> _Records from a dataset_:
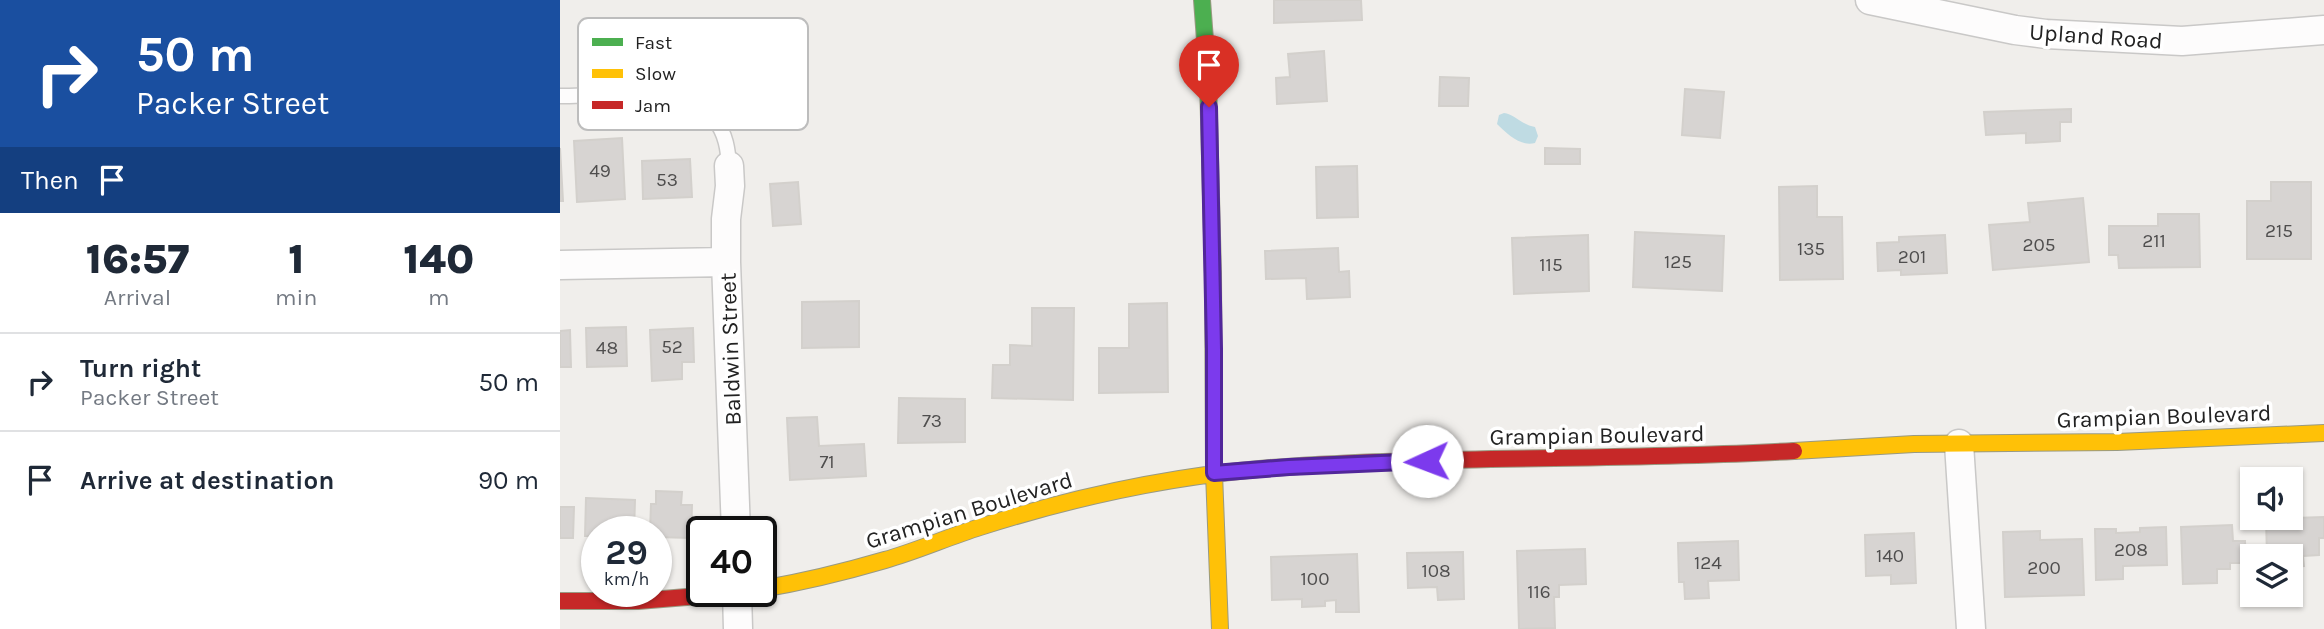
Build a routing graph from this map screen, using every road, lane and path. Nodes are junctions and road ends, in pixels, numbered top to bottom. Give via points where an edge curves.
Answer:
1 (1202, 0) edge
2 (1870, 0) edge
3 (2324, 30) edge
4 (560, 96) edge
5 (578, 96) edge
6 (722, 130) edge
7 (729, 166) joint
8 (726, 262) junction
9 (560, 265) edge
10 (2324, 433) edge
11 (1959, 444) junction
12 (1214, 473) junction
13 (735, 516) edge
14 (777, 586) edge
15 (686, 597) edge
16 (560, 601) edge
17 (743, 607) edge
18 (738, 629) edge
19 (1220, 629) edge
20 (1971, 629) edge

1 - 12 street via 1211,188
2 - 3 street, Upland Road via 2046,34 2182,41
4 - 5 lane
6 - 7 lane
7 - 8 street, Baldwin Street
8 - 9 street
8 - 13 street, Baldwin Street
10 - 11 street, Grampian Boulevard
11 - 12 street, Grampian Boulevard via 1700,456 1455,460
11 - 20 street
12 - 14 street, Grampian Boulevard via 1044,508 886,560
12 - 19 street
15 - 16 street, Grampian Boulevard
17 - 18 street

> _Task requirements_:
Would you please retype all the data exactly? Leave out whatever pictures it holds.

> _Written solution_:
Build a routing graph from this map screen, using every road, lane and path. Nodes are junctions and road ends, in pixels, numbered top to bottom. Give via points where an edge curves.
Answer:
1 (1202, 0) edge
2 (1870, 0) edge
3 (2324, 30) edge
4 (560, 96) edge
5 (578, 96) edge
6 (722, 130) edge
7 (729, 166) joint
8 (726, 262) junction
9 (560, 265) edge
10 (2324, 433) edge
11 (1959, 444) junction
12 (1214, 473) junction
13 (735, 516) edge
14 (777, 586) edge
15 (686, 597) edge
16 (560, 601) edge
17 (743, 607) edge
18 (738, 629) edge
19 (1220, 629) edge
20 (1971, 629) edge

1 - 12 street via 1211,188
2 - 3 street, Upland Road via 2046,34 2182,41
4 - 5 lane
6 - 7 lane
7 - 8 street, Baldwin Street
8 - 9 street
8 - 13 street, Baldwin Street
10 - 11 street, Grampian Boulevard
11 - 12 street, Grampian Boulevard via 1700,456 1455,460
11 - 20 street
12 - 14 street, Grampian Boulevard via 1044,508 886,560
12 - 19 street
15 - 16 street, Grampian Boulevard
17 - 18 street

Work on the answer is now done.